The records must be retyped exactly, with no pictures included.

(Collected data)
=== Section Start ===
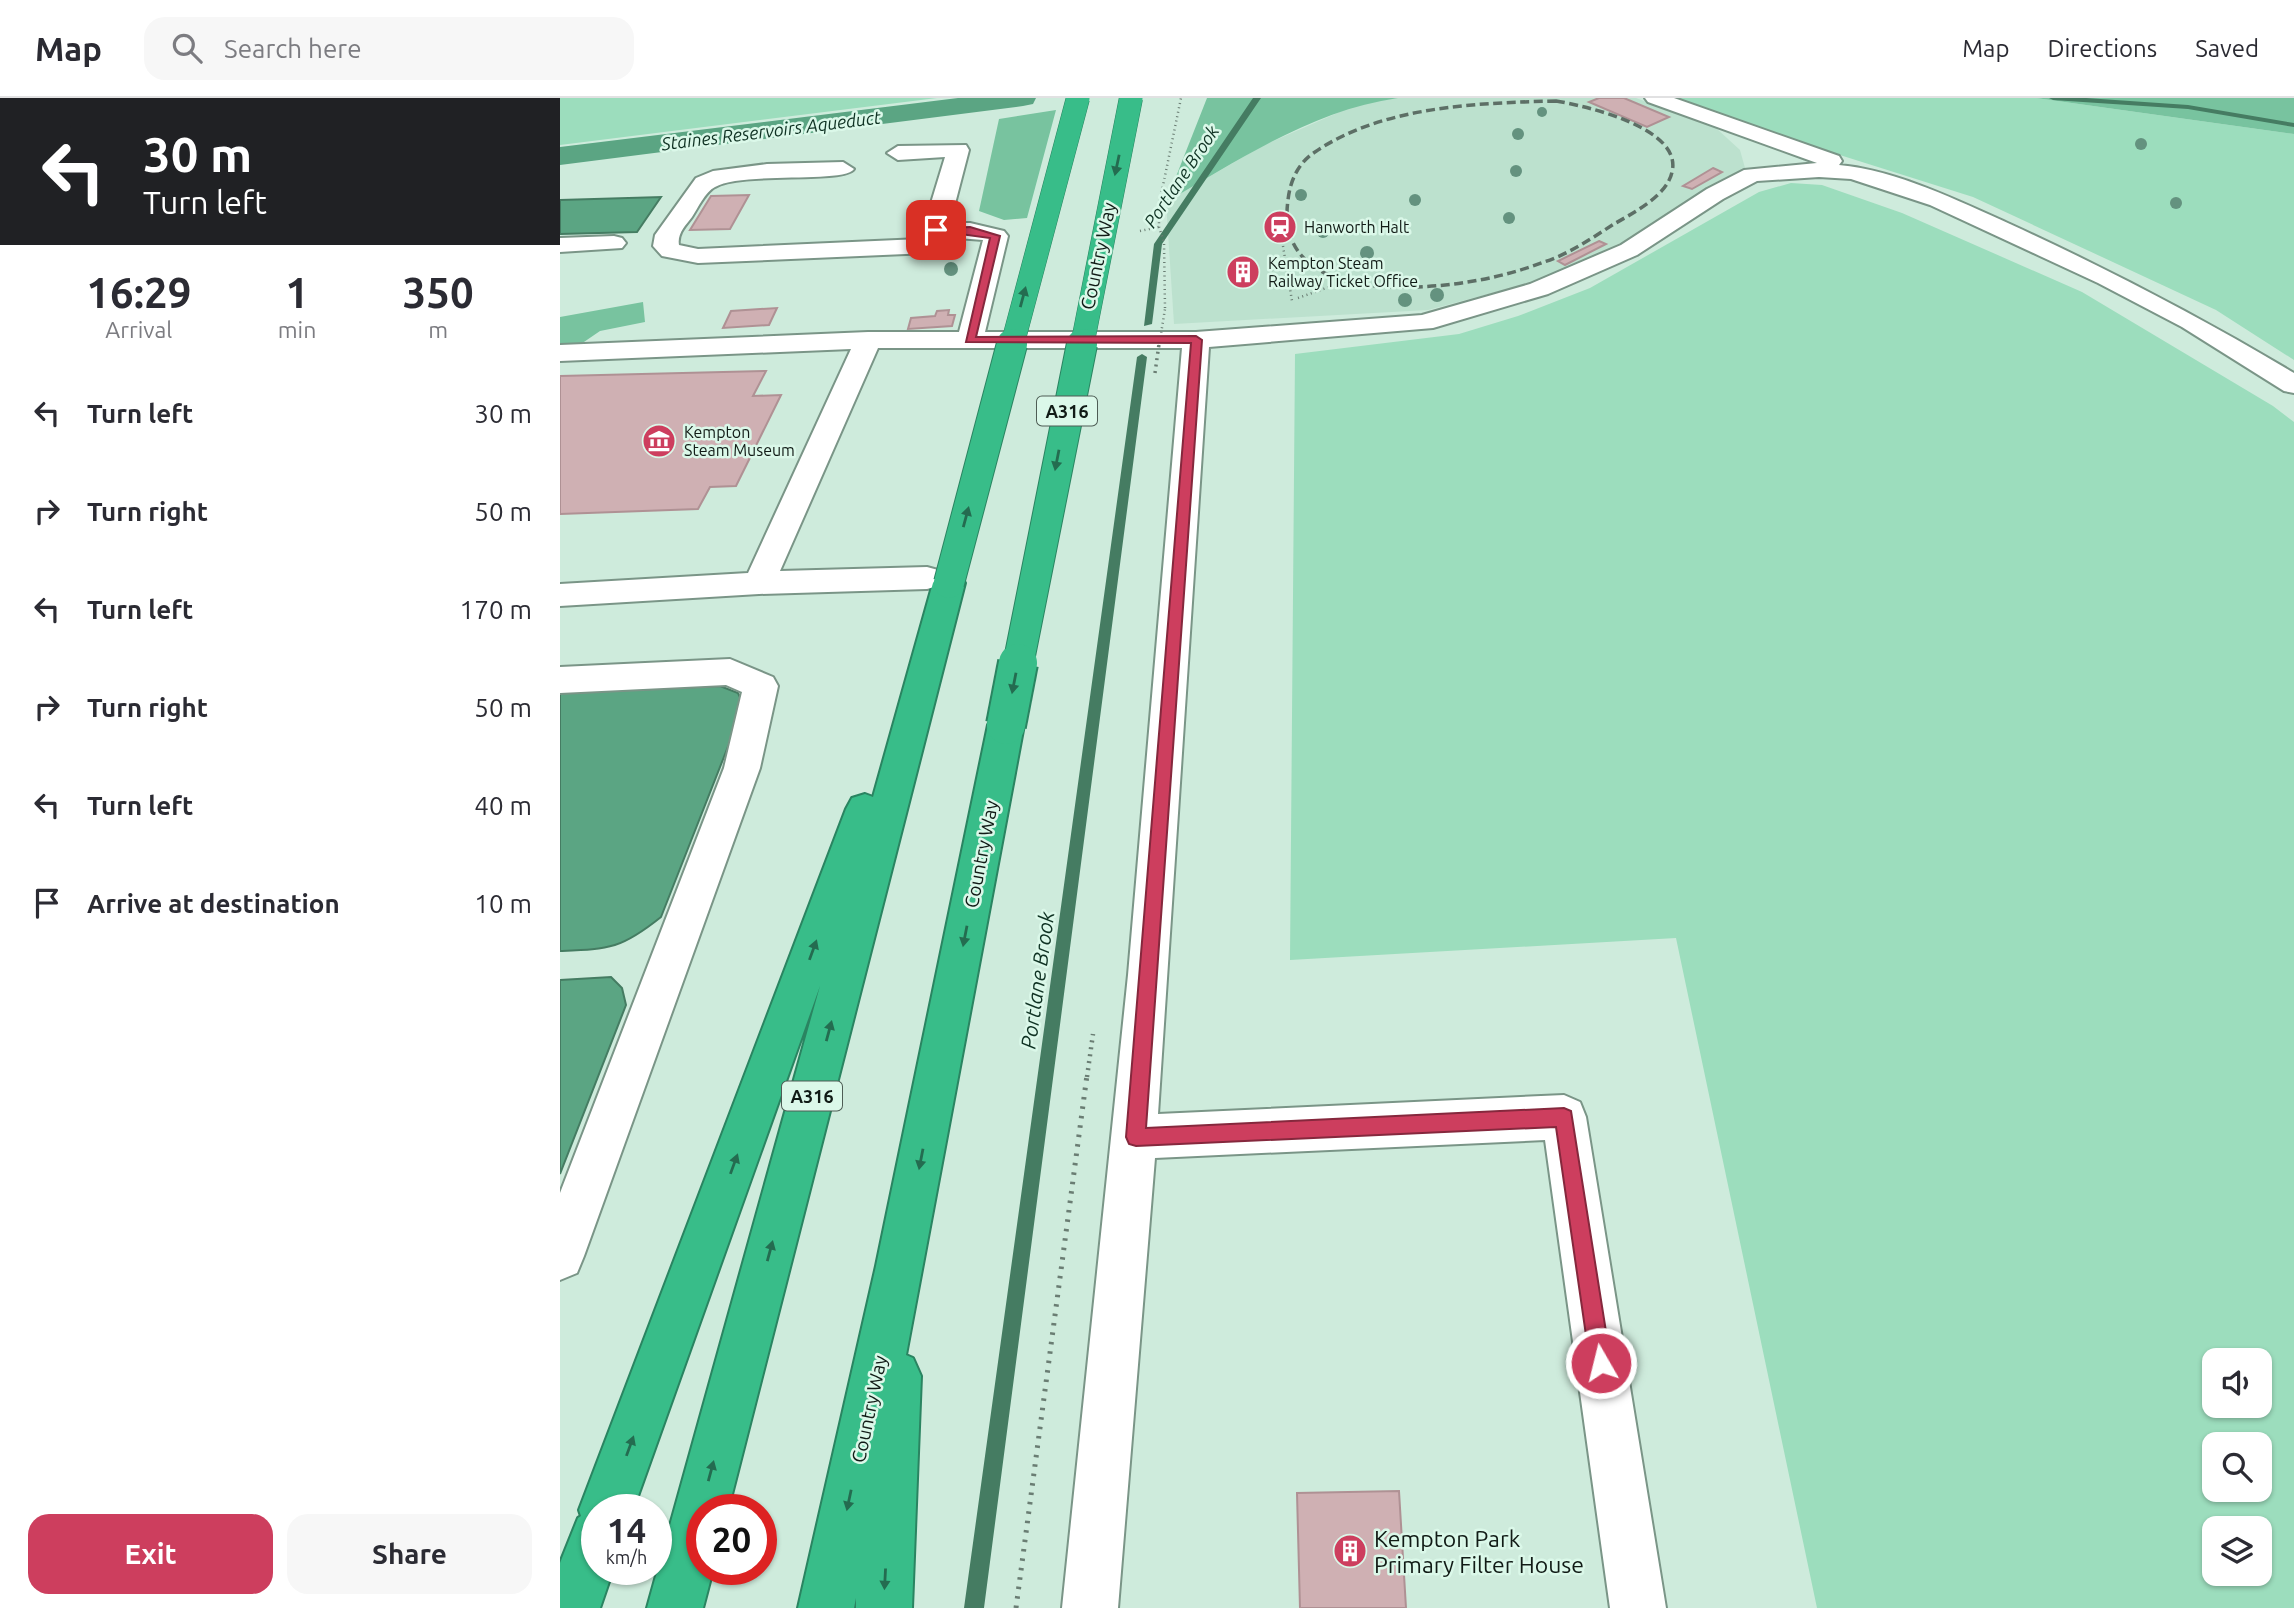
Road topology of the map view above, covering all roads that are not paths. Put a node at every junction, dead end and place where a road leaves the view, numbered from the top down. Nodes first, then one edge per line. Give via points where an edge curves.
1 (1078, 98) edge
2 (1131, 98) edge
3 (1655, 98) edge
4 (1689, 110) junction
5 (898, 153) dead end
6 (843, 169) dead end
7 (1752, 175) junction
8 (1884, 180) junction
9 (936, 230) junction
10 (614, 243) dead end
11 (560, 245) edge
12 (868, 340) junction
13 (970, 340) junction
14 (1196, 340) junction
15 (560, 353) edge
16 (2294, 385) edge
17 (938, 581) junction
18 (759, 583) junction
19 (560, 595) edge
20 (560, 680) edge
21 (1136, 1137) junction
22 (560, 1256) edge
23 (900, 1266) junction
24 (613, 1494) edge
25 (581, 1582) edge
26 (572, 1608) edge
27 (675, 1608) edge
28 (826, 1608) edge
29 (884, 1608) edge
30 (1090, 1608) edge
31 (1637, 1608) edge

17 -> 1 highway, A316, bridge
2 -> 23 highway, Country Way / A316, bridge
3 - 4 lane
4 - 7 lane via 1742,141 1752,158
4 - 8 lane
5 - 9 lane via 958,150
6 - 9 lane via 767,171 721,176 704,183 667,235 665,246 698,256 929,246
7 - 8 lane via 1819,170
7 - 14 lane via 1714,194 1629,250 1539,289 1437,320
8 - 16 lane via 2107,278 2191,322
9 - 13 lane via 996,236
10 - 11 lane
12 - 13 lane
12 - 15 lane
12 - 18 lane
13 - 14 lane
14 - 21 lane
17 - 18 lane
24 -> 17 highway
27 -> 17 highway, A316
18 - 19 lane
20 - 22 lane via 730,672 761,686 742,768
21 - 30 lane
21 - 31 lane via 1564,1117
23 -> 28 highway, Country Way / A316
23 -> 29 highway
25 - 26 highway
=== Section End ===
- EXERCISE SOLUTION -
Road topology of the map view above, covering all roads that are not paths. Put a node at every junction, dead end and place where a road leaves the view, numbered from the top down. Nodes first, then one edge per line. Give via points where an edge curves.
1 (1078, 98) edge
2 (1131, 98) edge
3 (1655, 98) edge
4 (1689, 110) junction
5 (898, 153) dead end
6 (843, 169) dead end
7 (1752, 175) junction
8 (1884, 180) junction
9 (936, 230) junction
10 (614, 243) dead end
11 (560, 245) edge
12 (868, 340) junction
13 (970, 340) junction
14 (1196, 340) junction
15 (560, 353) edge
16 (2294, 385) edge
17 (938, 581) junction
18 (759, 583) junction
19 (560, 595) edge
20 (560, 680) edge
21 (1136, 1137) junction
22 (560, 1256) edge
23 (900, 1266) junction
24 (613, 1494) edge
25 (581, 1582) edge
26 (572, 1608) edge
27 (675, 1608) edge
28 (826, 1608) edge
29 (884, 1608) edge
30 (1090, 1608) edge
31 (1637, 1608) edge

17 -> 1 highway, A316, bridge
2 -> 23 highway, Country Way / A316, bridge
3 - 4 lane
4 - 7 lane via 1742,141 1752,158
4 - 8 lane
5 - 9 lane via 958,150
6 - 9 lane via 767,171 721,176 704,183 667,235 665,246 698,256 929,246
7 - 8 lane via 1819,170
7 - 14 lane via 1714,194 1629,250 1539,289 1437,320
8 - 16 lane via 2107,278 2191,322
9 - 13 lane via 996,236
10 - 11 lane
12 - 13 lane
12 - 15 lane
12 - 18 lane
13 - 14 lane
14 - 21 lane
17 - 18 lane
24 -> 17 highway
27 -> 17 highway, A316
18 - 19 lane
20 - 22 lane via 730,672 761,686 742,768
21 - 30 lane
21 - 31 lane via 1564,1117
23 -> 28 highway, Country Way / A316
23 -> 29 highway
25 - 26 highway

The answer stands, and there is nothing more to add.